## Your goal:
Go over the entries below line by line, copying each one that contains the word "dead".

## Records shown:
.....

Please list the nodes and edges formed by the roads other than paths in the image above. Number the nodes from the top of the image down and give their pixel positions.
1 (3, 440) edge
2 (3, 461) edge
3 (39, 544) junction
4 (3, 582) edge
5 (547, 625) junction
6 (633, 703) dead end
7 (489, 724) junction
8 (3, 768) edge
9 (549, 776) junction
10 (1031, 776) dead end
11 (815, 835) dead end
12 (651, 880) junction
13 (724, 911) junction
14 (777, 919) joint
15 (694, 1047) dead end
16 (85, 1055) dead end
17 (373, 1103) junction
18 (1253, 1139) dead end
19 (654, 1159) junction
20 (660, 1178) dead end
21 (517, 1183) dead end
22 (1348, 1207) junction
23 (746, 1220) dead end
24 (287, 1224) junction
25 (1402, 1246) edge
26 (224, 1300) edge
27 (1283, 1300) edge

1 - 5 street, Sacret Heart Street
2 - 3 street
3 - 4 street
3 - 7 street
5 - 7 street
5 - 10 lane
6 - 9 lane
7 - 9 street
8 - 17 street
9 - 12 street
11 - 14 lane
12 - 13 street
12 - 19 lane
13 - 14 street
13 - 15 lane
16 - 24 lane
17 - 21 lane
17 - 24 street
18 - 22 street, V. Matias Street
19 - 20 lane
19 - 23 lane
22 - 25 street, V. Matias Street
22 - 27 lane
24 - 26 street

.....

## Finished exercise:
6 (633, 703) dead end
10 (1031, 776) dead end
11 (815, 835) dead end
15 (694, 1047) dead end
16 (85, 1055) dead end
18 (1253, 1139) dead end
20 (660, 1178) dead end
21 (517, 1183) dead end
23 (746, 1220) dead end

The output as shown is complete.